§ Supplied data
Start of Block

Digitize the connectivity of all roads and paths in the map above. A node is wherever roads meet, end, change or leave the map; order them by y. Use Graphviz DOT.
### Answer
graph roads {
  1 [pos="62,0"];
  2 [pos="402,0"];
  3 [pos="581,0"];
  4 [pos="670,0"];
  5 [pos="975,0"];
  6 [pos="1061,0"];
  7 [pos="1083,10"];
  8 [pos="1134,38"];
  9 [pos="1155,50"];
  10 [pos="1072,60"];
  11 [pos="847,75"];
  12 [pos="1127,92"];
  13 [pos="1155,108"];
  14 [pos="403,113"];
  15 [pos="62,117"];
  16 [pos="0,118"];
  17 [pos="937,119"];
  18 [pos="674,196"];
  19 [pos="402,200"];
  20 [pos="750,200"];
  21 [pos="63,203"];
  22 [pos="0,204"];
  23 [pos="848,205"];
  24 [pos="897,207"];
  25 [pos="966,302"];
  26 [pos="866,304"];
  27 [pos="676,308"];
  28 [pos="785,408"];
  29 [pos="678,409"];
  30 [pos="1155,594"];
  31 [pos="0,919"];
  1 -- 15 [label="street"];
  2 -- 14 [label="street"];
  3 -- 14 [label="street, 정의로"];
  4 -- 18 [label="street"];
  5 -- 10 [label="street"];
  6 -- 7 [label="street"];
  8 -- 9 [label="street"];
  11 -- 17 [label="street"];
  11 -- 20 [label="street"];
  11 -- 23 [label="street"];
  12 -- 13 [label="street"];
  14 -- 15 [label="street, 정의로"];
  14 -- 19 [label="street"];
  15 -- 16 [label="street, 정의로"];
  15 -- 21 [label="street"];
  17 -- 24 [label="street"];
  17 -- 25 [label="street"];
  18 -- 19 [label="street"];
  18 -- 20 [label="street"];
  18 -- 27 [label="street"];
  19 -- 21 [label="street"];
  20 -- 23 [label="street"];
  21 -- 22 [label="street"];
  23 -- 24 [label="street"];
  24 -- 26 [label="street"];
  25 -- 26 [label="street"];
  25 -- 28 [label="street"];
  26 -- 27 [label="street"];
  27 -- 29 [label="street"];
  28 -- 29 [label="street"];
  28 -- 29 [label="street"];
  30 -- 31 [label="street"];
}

End of Block

§ Try it
Which lines above include the word "roads"? Show each one.

§ Problem solution
Digitize the connectivity of all roads and paths in the map above. A node is wherever roads meet, end, change or leave the map; order them by y. Use Graphviz DOT.
graph roads {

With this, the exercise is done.